Os países que já entraram em incumprimento estão a ter dificuldades em reestruturar as suas dívidas. O acordo de reestruturação da Zâmbia, que exigiu três anos de intensas negociações com investidores privados, é um excelente exemplo. É por isso que o refinanciamento preventivo é uma solução preferível para os países sem liquidez, em vez de arriscarem uma insolvência coletiva no futuro. Este facto foi reconhecido pelos principais intervenientes, incluindo o Fundo Monetário Internacional, o Banco Mundial e o Tesouro dos EUA.

A recente injeção de liquidez no Quénia constitui um modelo para evitar este cenário, mas ainda há muito a melhorar. A renovação da dívida tem de ficar mais barata. As instituições internacionais devem aumentar o seu financiamento de forma mais rápida. E os países de baixo e médio rendimento precisam de desenvolver planos ambiciosos de médio prazo para acelerar as suas transições climáticas.
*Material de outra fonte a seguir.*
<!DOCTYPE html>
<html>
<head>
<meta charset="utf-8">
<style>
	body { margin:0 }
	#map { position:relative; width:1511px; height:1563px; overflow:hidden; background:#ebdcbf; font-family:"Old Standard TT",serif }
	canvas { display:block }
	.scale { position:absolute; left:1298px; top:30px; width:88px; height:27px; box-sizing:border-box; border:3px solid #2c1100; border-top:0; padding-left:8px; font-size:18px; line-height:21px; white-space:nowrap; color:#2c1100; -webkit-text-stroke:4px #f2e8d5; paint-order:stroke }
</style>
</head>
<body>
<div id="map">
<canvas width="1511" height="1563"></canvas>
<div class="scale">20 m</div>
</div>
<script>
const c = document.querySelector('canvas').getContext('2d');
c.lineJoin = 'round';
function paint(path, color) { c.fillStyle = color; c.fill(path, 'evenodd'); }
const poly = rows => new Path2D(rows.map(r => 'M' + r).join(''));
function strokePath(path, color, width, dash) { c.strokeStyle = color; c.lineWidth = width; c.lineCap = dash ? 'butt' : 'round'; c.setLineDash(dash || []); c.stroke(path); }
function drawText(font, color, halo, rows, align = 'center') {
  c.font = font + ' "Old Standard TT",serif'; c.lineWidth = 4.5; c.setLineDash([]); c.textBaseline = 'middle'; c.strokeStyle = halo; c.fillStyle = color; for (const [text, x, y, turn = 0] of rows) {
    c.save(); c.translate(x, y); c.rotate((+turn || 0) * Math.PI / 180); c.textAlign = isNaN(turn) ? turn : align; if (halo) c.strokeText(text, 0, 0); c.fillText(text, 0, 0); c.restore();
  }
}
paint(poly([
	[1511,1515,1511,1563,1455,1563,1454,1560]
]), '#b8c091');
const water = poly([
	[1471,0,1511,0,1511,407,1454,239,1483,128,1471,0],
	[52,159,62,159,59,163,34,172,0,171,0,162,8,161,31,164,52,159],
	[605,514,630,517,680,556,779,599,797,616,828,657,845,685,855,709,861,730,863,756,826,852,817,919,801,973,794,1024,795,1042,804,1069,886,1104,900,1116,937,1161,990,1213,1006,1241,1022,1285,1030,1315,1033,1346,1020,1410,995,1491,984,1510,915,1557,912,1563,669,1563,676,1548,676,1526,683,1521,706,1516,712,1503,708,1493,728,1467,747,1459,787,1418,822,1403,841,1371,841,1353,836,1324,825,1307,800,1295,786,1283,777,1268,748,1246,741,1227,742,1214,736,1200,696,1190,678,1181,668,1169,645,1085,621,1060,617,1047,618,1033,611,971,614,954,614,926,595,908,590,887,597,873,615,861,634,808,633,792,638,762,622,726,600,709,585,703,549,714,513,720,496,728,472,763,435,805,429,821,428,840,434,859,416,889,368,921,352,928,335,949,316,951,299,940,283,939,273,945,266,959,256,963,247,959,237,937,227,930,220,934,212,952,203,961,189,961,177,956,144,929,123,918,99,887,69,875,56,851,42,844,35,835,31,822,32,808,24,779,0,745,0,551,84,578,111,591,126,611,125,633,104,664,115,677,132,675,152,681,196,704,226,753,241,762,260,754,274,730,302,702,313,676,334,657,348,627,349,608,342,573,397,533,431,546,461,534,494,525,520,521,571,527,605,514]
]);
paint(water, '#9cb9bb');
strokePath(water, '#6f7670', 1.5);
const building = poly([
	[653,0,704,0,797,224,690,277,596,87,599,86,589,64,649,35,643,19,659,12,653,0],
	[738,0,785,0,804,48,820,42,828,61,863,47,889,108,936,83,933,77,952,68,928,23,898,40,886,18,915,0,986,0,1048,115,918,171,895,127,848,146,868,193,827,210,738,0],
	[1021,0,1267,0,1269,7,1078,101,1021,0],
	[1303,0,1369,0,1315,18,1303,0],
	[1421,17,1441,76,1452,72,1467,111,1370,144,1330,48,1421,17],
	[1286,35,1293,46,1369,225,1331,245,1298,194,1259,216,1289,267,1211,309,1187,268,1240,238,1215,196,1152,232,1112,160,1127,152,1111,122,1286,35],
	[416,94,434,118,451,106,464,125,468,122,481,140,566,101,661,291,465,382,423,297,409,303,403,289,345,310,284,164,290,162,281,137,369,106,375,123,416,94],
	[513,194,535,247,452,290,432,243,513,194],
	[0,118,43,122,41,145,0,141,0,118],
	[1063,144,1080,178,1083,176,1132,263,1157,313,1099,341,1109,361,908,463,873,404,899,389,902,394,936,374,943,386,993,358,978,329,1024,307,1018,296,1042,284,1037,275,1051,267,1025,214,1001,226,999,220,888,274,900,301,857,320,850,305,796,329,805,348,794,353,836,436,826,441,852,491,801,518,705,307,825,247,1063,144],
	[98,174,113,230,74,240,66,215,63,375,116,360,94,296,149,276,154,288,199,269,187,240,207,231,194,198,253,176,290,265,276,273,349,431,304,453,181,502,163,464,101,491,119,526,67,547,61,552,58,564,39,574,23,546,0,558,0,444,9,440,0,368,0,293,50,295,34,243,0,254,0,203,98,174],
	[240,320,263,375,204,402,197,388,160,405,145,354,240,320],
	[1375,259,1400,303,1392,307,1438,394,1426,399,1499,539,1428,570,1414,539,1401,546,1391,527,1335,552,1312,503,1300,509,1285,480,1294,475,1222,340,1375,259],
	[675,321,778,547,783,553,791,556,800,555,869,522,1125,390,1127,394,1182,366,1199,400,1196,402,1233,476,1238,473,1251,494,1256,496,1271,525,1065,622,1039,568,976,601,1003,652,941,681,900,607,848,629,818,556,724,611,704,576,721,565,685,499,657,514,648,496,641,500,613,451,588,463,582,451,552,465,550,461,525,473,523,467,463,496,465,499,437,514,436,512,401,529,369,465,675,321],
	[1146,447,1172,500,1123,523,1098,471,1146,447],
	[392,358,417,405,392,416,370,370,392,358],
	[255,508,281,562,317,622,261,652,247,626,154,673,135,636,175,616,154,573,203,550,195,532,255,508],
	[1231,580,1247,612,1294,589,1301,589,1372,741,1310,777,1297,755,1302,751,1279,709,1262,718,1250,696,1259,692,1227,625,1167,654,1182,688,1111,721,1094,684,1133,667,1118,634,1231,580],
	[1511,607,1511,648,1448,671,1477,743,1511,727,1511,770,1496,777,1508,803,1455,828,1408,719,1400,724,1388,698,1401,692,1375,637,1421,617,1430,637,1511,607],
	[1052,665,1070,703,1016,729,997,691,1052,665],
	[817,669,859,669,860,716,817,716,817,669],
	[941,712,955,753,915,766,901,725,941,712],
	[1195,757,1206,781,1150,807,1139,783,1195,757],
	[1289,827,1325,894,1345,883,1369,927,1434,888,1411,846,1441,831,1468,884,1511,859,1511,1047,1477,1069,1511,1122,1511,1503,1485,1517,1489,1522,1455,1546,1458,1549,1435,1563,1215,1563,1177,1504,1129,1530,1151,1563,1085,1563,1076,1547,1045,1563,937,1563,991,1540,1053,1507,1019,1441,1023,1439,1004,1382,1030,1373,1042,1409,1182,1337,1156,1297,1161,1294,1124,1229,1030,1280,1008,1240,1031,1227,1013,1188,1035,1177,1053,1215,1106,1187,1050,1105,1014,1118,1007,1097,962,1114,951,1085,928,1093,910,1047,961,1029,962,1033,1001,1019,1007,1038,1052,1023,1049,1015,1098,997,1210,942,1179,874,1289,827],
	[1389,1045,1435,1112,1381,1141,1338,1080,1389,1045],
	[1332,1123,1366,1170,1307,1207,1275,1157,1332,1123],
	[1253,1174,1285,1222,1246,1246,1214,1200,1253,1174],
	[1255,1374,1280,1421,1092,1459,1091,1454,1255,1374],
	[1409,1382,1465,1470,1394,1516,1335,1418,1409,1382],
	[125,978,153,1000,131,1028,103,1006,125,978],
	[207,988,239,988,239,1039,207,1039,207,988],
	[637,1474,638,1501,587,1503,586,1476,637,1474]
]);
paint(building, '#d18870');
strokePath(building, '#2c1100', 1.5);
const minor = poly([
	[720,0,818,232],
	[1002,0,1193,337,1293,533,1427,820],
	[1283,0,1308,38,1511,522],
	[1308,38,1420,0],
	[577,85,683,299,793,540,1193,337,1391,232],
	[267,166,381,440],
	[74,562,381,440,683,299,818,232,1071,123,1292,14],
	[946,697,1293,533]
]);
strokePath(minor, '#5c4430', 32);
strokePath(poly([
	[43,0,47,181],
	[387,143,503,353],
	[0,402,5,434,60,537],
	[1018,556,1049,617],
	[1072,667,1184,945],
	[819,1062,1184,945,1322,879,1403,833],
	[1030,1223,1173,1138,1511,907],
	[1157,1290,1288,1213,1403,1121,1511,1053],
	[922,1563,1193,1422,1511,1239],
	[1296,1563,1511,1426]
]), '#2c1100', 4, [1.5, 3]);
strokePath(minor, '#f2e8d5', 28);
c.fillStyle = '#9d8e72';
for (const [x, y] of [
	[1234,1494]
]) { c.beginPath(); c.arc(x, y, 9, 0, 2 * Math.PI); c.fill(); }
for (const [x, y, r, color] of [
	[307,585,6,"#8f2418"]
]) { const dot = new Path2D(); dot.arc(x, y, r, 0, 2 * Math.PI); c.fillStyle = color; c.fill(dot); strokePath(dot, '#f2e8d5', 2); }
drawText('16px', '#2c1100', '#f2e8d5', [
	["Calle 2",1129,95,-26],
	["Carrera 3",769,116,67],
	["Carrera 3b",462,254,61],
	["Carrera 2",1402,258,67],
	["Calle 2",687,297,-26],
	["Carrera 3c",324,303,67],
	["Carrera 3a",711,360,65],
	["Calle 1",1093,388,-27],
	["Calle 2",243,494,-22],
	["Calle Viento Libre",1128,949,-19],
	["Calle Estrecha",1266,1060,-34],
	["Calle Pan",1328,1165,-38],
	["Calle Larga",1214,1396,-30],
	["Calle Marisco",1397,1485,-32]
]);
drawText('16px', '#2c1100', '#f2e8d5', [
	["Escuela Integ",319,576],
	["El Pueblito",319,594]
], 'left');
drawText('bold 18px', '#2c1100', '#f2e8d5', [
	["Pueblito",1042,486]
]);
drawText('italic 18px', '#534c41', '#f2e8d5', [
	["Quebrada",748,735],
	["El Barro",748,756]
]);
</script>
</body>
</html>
Para isso, é necessária uma estratégia concertada. É encorajador o facto de o FMI e o Banco Mundial já terem começado a aumentar o seu apoio e de os financiadores do setor privado terem voltado a sentar-se à mesa das negociações. Mas uma melhor coordenação entre as várias partes interessadas, juntamente com regras mais coerentes e transparentes, é fundamental para o sucesso destes esforços.
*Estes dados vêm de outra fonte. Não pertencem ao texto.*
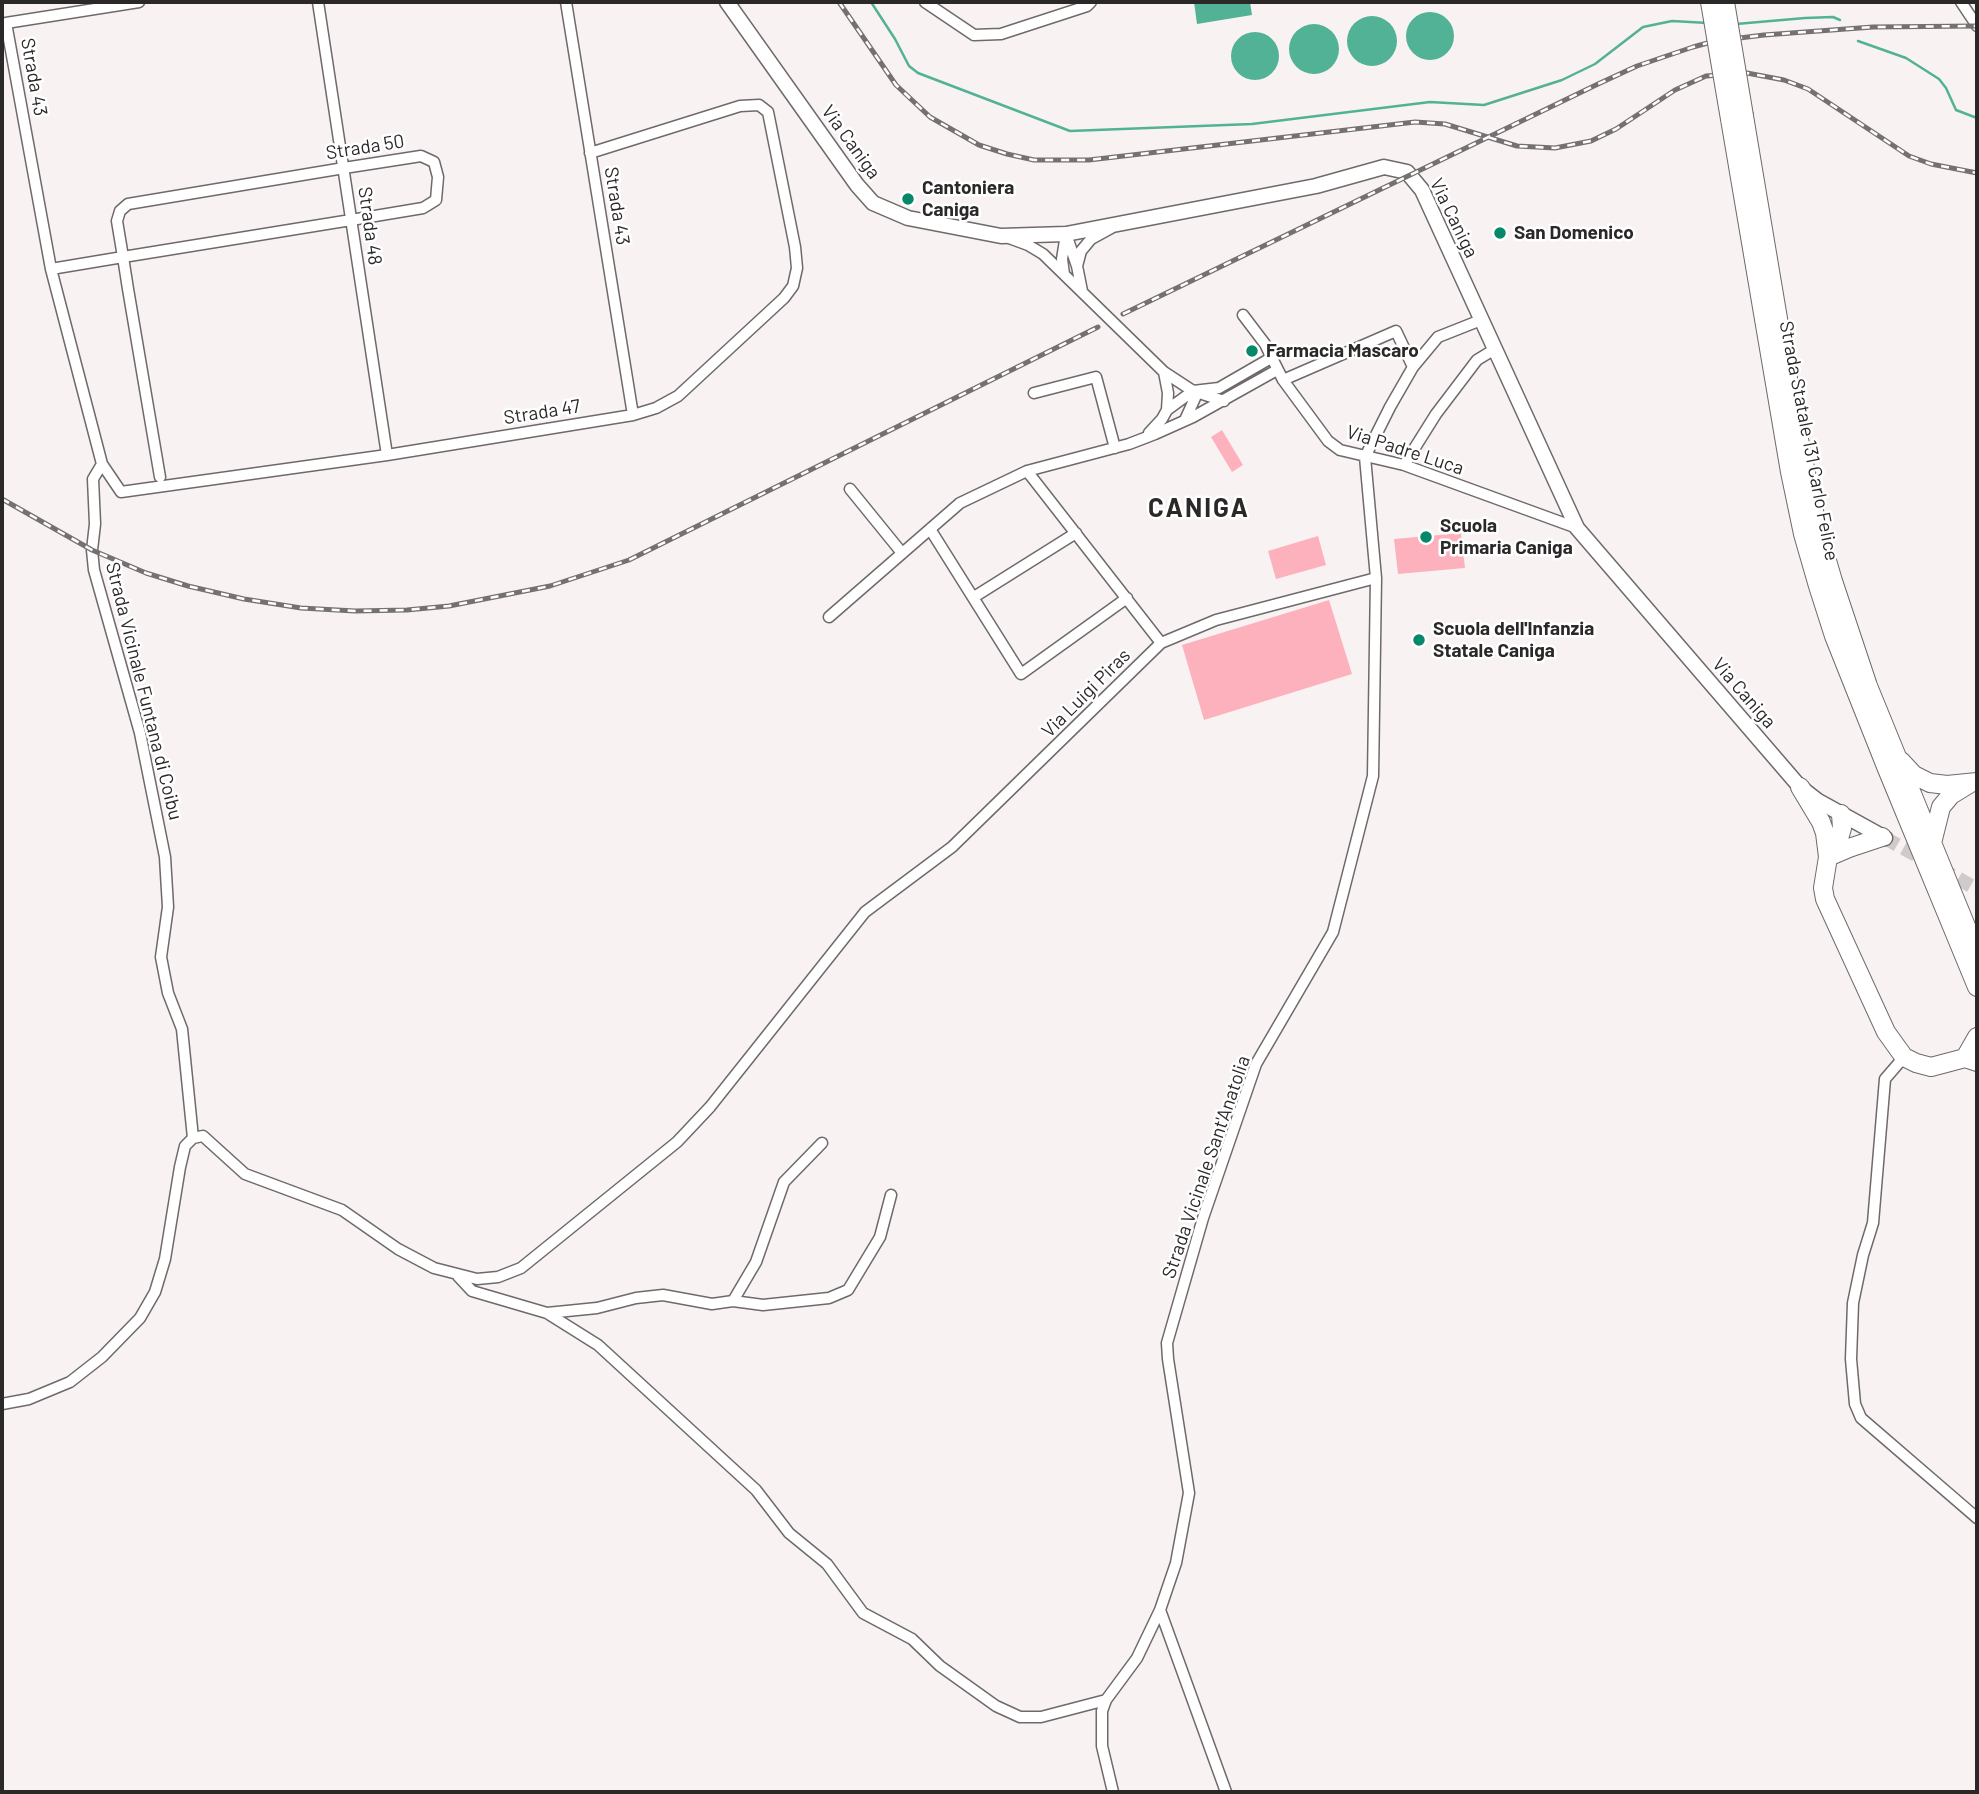 <!DOCTYPE html>
<style>
body{margin:0}
#map{position:relative;width:1979px;height:1794px;overflow:hidden;background:#f9f2f3;font-family:Barlow,sans-serif}
canvas{display:block}
.frame{position:absolute;inset:0;border:4px solid #2b2828;pointer-events:none}
</style>
<div id="map">
<canvas width="1979" height="1794"></canvas>
<div class="frame"></div>
</div>
<script>
const g = document.querySelector('canvas').getContext('2d');
g.lineJoin = 'round';
function fillPath(path, color) {
  g.fillStyle = color;
  g.fill(path, 'evenodd');
}
function toPath(rows) {
  const path = new Path2D();
  for (const r of rows) {
    if (r.length === 3) {
      path.moveTo(r[0] + r[2], r[1]);
      path.arc(r[0], r[1], r[2], 0, 2 * Math.PI);
      continue;
    }
    path.moveTo(r[0], r[1]);
    for (let i = 2; i < r.length; i += 2) path.lineTo(r[i], r[i + 1]);
  }
  return path;
}
function trace(path, color, width, dash) {
  g.strokeStyle = color;
  g.lineWidth = width;
  g.lineCap = dash ? 'butt' : 'round';
  g.setLineDash(dash || []);
  g.stroke(path);
}
function drawText(font, color, halo, rows, align = 'center') {
  g.font = font + ' Barlow,sans-serif';
  g.lineWidth = 5;
  g.setLineDash([]);
  g.textBaseline = 'middle';
  g.strokeStyle = halo;
  g.fillStyle = color;
  for (const [text, x, y, turn = 0] of rows) {
    g.save();
    g.translate(x, y);
    g.rotate((+turn || 0) * Math.PI / 180);
    g.textAlign = isNaN(turn) ? turn : align;
    if (halo) g.strokeText(text, 0, 0);
    g.fillText(text, 0, 0);
    g.restore();
  }
}
fillPath(toPath([
 [1222,430,1243,465,1232,472,1211,437],
 [1461,533,1465,568,1398,574,1394,539],
 [1318,536,1326,565,1276,579,1268,551],
 [1329,600,1352,674,1204,720,1182,645]
]), '#fcb1bd');
fillPath(toPath([
 [1194,2,1250,2,1252,15,1197,24],
 [1430,36,24],
 [1372,41,25],
 [1314,49,25],
 [1255,56,24]
]), '#52b295');
trace(toPath([
 [871,2,895,39,909,66,918,73,1070,131,1252,124,1430,102,1484,105,1562,80,1595,64,1643,27,1672,21,1708,23],
 [1736,24,1805,18,1833,17,1840,20],
 [1858,41,1906,58,1939,79,1946,88,1956,110,1977,118]
]), '#52b295', 2.5);
trace(toPath([
 [1885,838,1977,889]
]), '#d0caca', 14, [14, 7]);
const minor = toPath([
 [139,2,6,23,51,269,102,464,121,492,387,455,633,415,656,408,678,396,784,298,793,286,797,268,795,247,768,112,759,105,740,106,590,153],
 [318,2,387,455],
 [566,2,633,415],
 [925,2,974,35,1001,34,1087,6,1091,2],
 [1961,2,1977,26],
 [1066,234,1077,266,1082,291],
 [1009,238,1028,245,1043,254,1164,372,1193,391,1224,401],
 [1077,266,1081,251,1091,239,1111,228],
 [51,269,123,257,351,220,423,208,436,200,438,177,434,162,421,156,344,168,128,204,120,211,117,221,123,257,128,289,160,477],
 [1064,274,1062,259,1066,234],
 [1243,315,1265,344,1283,380,1328,441,1340,450,1404,465,1577,528],
 [1283,380,1396,331,1413,367],
 [1034,393,1096,377,1115,448],
 [1167,410,1193,391,1219,388,1271,358],
 [1185,420,1195,398,1193,391],
 [1149,433,1162,419,1167,410,1168,393,1164,372],
 [102,464,93,479,95,524,92,550,94,570,140,733,165,857,168,907,161,957,168,993,182,1029,193,1138],
 [1404,465,1436,414,1477,360,1495,349],
 [1027,471,1161,643],
 [850,489,902,553],
 [930,529,1021,674,1127,598],
 [974,597,1076,533],
 [829,617,960,503,1027,471,1129,444,1155,434,1193,417,1277,370],
 [1904,1057,1885,1079,1873,1223,1863,1255,1853,1303,1851,1359,1855,1404,1861,1418,1977,1518],
 [458,1276,472,1291,547,1313,598,1345,756,1490,789,1533,827,1564,863,1613,912,1639,940,1666,996,1706,1020,1717,1041,1717,1106,1700],
 [733,1301,763,1305,829,1298,848,1290,880,1237,891,1195],
 [547,1313,597,1308,636,1298,663,1295,712,1304,733,1301,756,1262,784,1182,822,1143],
 [2,1404,29,1399,70,1382,102,1357,140,1318,155,1292,165,1259,180,1167,185,1146,193,1138,203,1136,245,1174,342,1210,398,1249,434,1268,477,1279,498,1277,521,1268,677,1142,710,1107,865,912,952,847,1161,643,1216,620,1376,578],
 [1113,1792,1102,1746,1102,1711,1106,1700,1137,1658,1160,1610],
 [1226,1792,1160,1610,1176,1563,1189,1493,1168,1359,1167,1343,1203,1218,1256,1064,1333,932,1373,776,1376,578,1365,457,1390,407,1413,367,1438,337,1481,320]
]);
const tertiary = toPath([
 [727,2,857,185,873,203,908,218,1001,236,1066,234,1316,186,1384,167,1407,172,1422,190,1577,528,1800,787,1818,801,1885,838]
]);
const trunk = toPath([
 [1744,116,1795,420,1818,530,1833,581,1868,686,1977,953],
 [1730,119,1790,472,1803,534,1818,586,1834,636,1887,769,1977,987],
 [1901,761,1914,775,1930,783,1947,785,1977,782],
 [1800,787,1821,822,1825,833,1828,857,1823,888,1825,899,1886,1032,1904,1057,1916,1063,1931,1067,1965,1058,1977,1062],
 [1932,843,1941,807,1951,795,1969,784],
 [1835,853,1842,828,1841,814],
 [1828,857,1849,848,1882,837],
 [1965,1058,1977,1037]
]);
trace(minor, '#6f696a', 13);
trace(tertiary, '#6f696a', 17);
trace(trunk, '#6f696a', 20);
trace(minor, '#fff', 10);
trace(tertiary, '#fff', 14);
trace(trunk, '#fff', 18);
const rail = toPath([
 [839,2,896,85,930,117,979,145,1007,154,1034,160,1089,160,1415,122,1445,124,1517,146,1555,148,1591,141,1616,129,1675,90,1706,76,1747,73,1784,80,1808,89,1909,156,1931,164,1977,173],
 [1123,314,1598,84,1637,66,1693,47,1715,41,1764,35,1873,27,1977,26],
 [2,499,92,550,146,573,188,586,244,599,301,608,355,611,407,610,449,606,550,586,629,560,1098,327]
]);
trace(rail, '#757071', 5);
trace(rail, '#fff', 2.5, [8]);
const trunkBridge = toPath([
 [1710,2,1730,119],
 [1725,2,1744,116]
]);
trace(trunkBridge, '#6f696a', 20, []);
trace(trunkBridge, '#fff', 18);
for (const [x, y, r, color] of [
 [908,199,7,"#07886b"],
 [1500,233,7,"#07886b"],
 [1252,351,7,"#07886b"],
 [1426,537,7,"#07886b"],
 [1419,640,7,"#07886b"]
]) {
  const dot = new Path2D();
  dot.arc(x, y, r, 0, 2 * Math.PI);
  g.fillStyle = color;
  g.fill(dot);
  trace(dot, '#fff', 2.5);
}
drawText('19px', '#2b2828', '#fff', [
 ["Strada 43",34,77,80],
 ["Via Caniga",851,142,54],
 ["Strada 50",365,147,-9],
 ["Strada 43",617,206,81],
 ["Via Caniga",1454,218,64],
 ["Strada 48",370,226,82],
 ["Strada 47",542,412,-9],
 ["Strada Statale 131 Carlo Felice",1809,441,79],
 ["Via Padre Luca",1405,450,18],
 ["Strada Vicinale Funtana di Coibu",144,691,76],
 ["Via Luigi Piras",1086,693,-45],
 ["Via Caniga",1744,693,49],
 ["Strada Vicinale Sant'Anatolia",1206,1167,-71]
]);
drawText('bold 19px', '#2b2828', '#fff', [
 ["Cantoniera",922,188],
 ["Caniga",922,210],
 ["San Domenico",1514,233],
 ["Farmacia Mascaro",1266,351],
 ["Scuola",1440,526],
 ["Primaria Caniga",1440,548],
 ["Scuola dell'Infanzia",1433,629],
 ["Statale Caniga",1433,651]
], 'left');
g.letterSpacing = '2px';
drawText('bold 26px', '#2b2828', '#fff', [
 ["CANIGA",1199,508]
]);
g.letterSpacing = '0px';
</script>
Como presidente do G20, o Brasil está bem posicionado para liderar os esforços de reestruturação das dívidas dos países de baixo e médio rendimento, incentivando um grupo selecionado de países a lançar projetos-piloto ambiciosos e inovadores. Estes esforços poderiam, depois, ser alargados durante a presidência da África do Sul. Nessa altura, espera-se que os BMD estejam em condições de aumentar os empréstimos.